[OCWR] Week 7 - OpenCitations Weekly Report
Week from Sep 14 to Sep 20
Introduction
During the seventh week, I mainly had to think about a new implementation to keep track of the Citation
counters in an info_file_ci.txt
(similarly to what already happens for all the other types of entity). In the meanwhile, I also updated the oc_ocdm
codebase with the new
algorithm for provenance text files described in last week report.
Report
Various updates to the codebase
I fixed some wrong Type Hints in prov_entity.py
and I added the missing tests related to the ProvSet
class. I committed the new
implementation for the provenance text files described in last week report and I added the method has_next_de
to the ReferencePointer
class
for compatibility with the module jats2oc.py
.
Thinking about a new implementation for Citation counters
As of now, the OCDM states that a Citation
must be identified by its OCI. In case of an in-text citation, the identifier
is extended with an additional sequential number. The OCI is generated from the two sequential numbers that identify, respectively, the
citing and the cited BibliographicResource
entities. Since it’s not a sequential number by itself, we don’t have to keep track of it. Instead,
for each different OCI, we must keep track of the last respective in-text citation stored in the corpus (since each of them is identified
by a sequential number).
After some reasoning, I came to the conclusion that the best possible non-overcomplicated solution would have been to mantain a
info_file_ci.txt
text file containing lines similar to those shown in the following example:
123456-987654 6
1928374-902817462 10
2938-1026 1
, where each line contains both the OCI and the respective incremental counter separated by an empty space. Every line of the file should be of the same length, hence a padding technique (such as the one described in the Week 5 report) must be used.

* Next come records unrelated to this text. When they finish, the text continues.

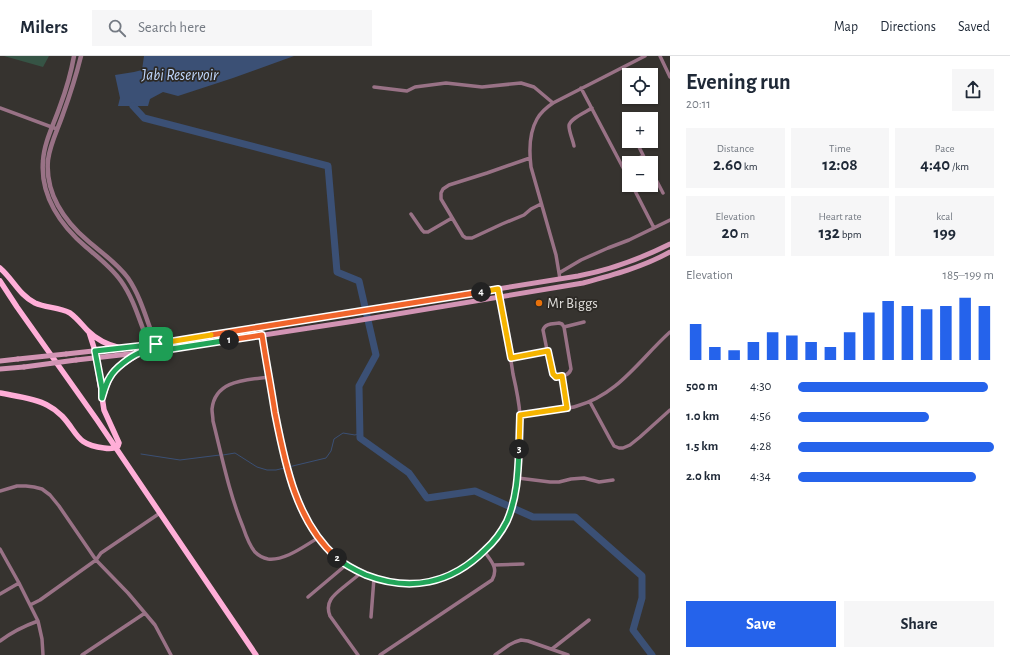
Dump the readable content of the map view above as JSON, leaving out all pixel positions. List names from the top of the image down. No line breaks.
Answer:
{"water":["Jabi Reservoir"],"places":["Mr Biggs"],"page":{"header":"Milers","search":"Search here","nav":["Map","Directions","Saved"],"heading":["Evening run","20:11"],"map_buttons":["+","−"],"stats":[["Distance","2.60 km"],["Time","12:08"],["Pace","4:40 /km"],["Elevation","20 m"],["Heart rate","132 bpm"],["kcal","199"]],"chart":["Elevation","185–199 m"],"pins":["4","1","3","2"],"list":[{"name":"500 m","note":"4:30"},{"name":"1.0 km","note":"4:56"},{"name":"1.5 km","note":"4:28"},{"name":"2.0 km","note":"4:34"}],"buttons":["Save","Share"]}}
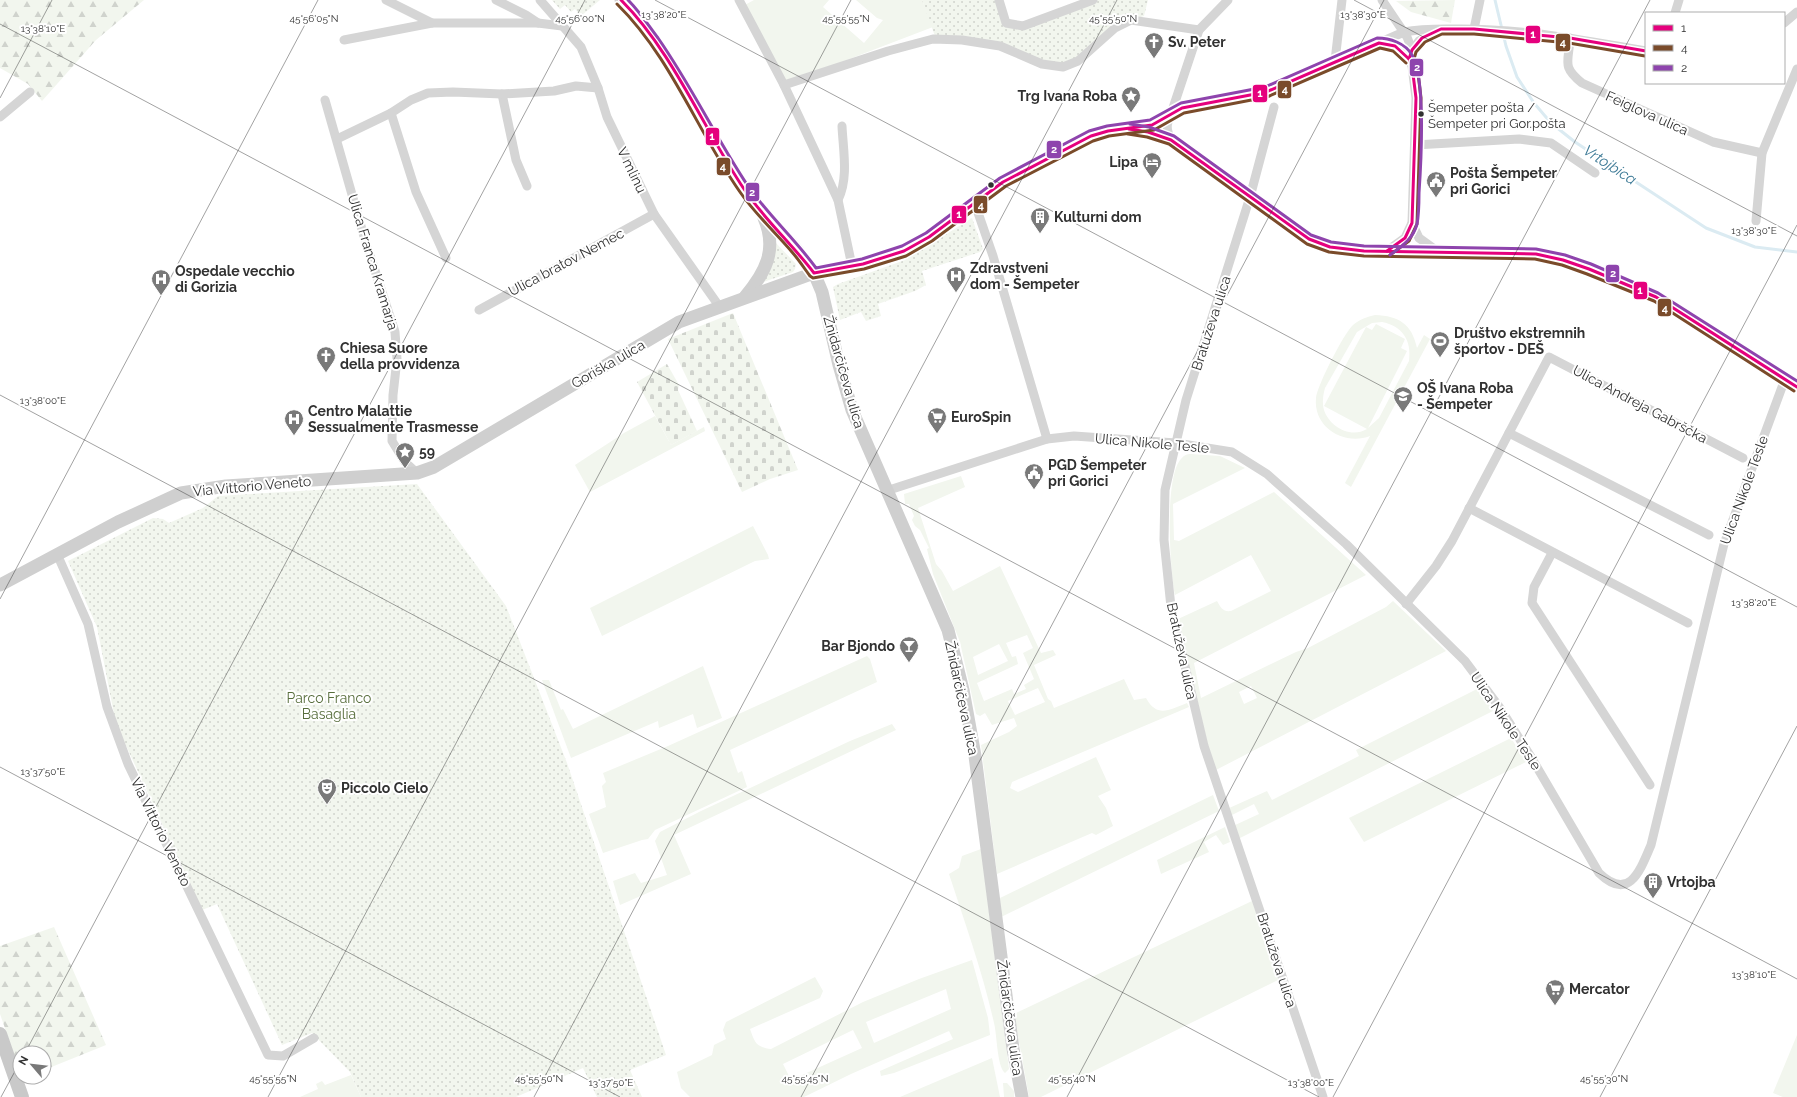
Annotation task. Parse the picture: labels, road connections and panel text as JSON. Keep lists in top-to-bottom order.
{
  "streets": {
    "street": [
      "Feiglova ulica",
      "V mlinu",
      "Ulica Franca Kramarja",
      "Ulica bratov Nemec",
      "Bratuževa ulica",
      "Goriška ulica",
      "Žnidarčičeva ulica",
      "Ulica Andreja Gabrščka",
      "Ulica Nikole Tesle",
      "Via Vittorio Veneto"
    ]
  },
  "crossings": [
    ["V mlinu", "Ulica bratov Nemec"],
    ["V mlinu", "Goriška ulica"],
    ["Ulica Franca Kramarja", "Goriška ulica"],
    ["Ulica Franca Kramarja", "Via Vittorio Veneto"],
    ["Bratuževa ulica", "Ulica Nikole Tesle"],
    ["Goriška ulica", "Žnidarčičeva ulica"],
    ["Goriška ulica", "Via Vittorio Veneto"],
    ["Žnidarčičeva ulica", "Ulica Nikole Tesle"],
    ["Ulica Andreja Gabrščka", "Ulica Nikole Tesle"]
  ],
  "water": ["Vrtojbica"],
  "parks": ["Parco Franco Basaglia"],
  "places": {
    "church": ["Sv. Peter", "Chiesa Suore della provvidenza"],
    "place": ["Trg Ivana Roba", "59"],
    "other": ["Šempeter pošta / Šempeter pri Gor.pošta"],
    "hotel": ["Lipa"],
    "public building": ["Pošta Šempeter pri Gorici", "PGD Šempeter pri Gorici"],
    "building": ["Kulturni dom", "Vrtojba"],
    "hospital": ["Zdravstveni dom - Šempeter", "Ospedale vecchio di Gorizia", "Centro Malattie Sessualmente Trasmesse"],
    "sports": ["Društvo ekstremnih športov - DEŠ"],
    "school or university": ["OŠ Ivana Roba - Šempeter"],
    "supermarket": ["EuroSpin", "Mercator"],
    "bar": ["Bar Bjondo"],
    "theatre": ["Piccolo Cielo"]
  },
  "lines": ["transit line 1", "transit line 2", "transit line 4"],
  "legend": ["1", "4", "2"],
  "north": "top left",
  "coordinates": [
    "13°38'20\"E",
    "13°38'30\"E",
    "45°56'05\"N",
    "45°56'00\"N",
    "45°55'55\"N",
    "45°55'50\"N",
    "13°38'10\"E",
    "13°38'00\"E",
    "13°37'50\"E",
    "45°55'45\"N",
    "45°55'40\"N",
    "45°55'30\"N"
  ]
}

Since the number of citations stored is very big and it’s bound to become even bigger in the future (at the time of this writing, more than 733 million citations have been stored in the OpenCitations Context Corpus!), read and write operations on this file can quickly become sources of performance issues.
Two opposite solutions came to my mind:
- new lines are added in append mode (at the end of the file). This means that the lines in the file are not ordered based on the OCIs, hence writing new lines is really quick but reading an existing line is really slow (it would require a linear search inside the entire file);
- new lines are added inside the file so that the ordering based on the OCIs is preserved. This means that we can exploit the order of the lines to “quickly” find a line by its OCI (this would require a binary search through the file), hence writing new line is really slow (since adding a line in the middle of the file requires to copy and rewrite its entire content) but reading an existing line is relatively quick.
Splitting the file into smaller chunks could be an option, but this would complicate an already complicated enough situation. At the end of the week, I can say not to have found any practical solution to this problem other than to stop using the OCI to identify citations in favour of a simple sequential number as in the case of every other entity stored in the corpus.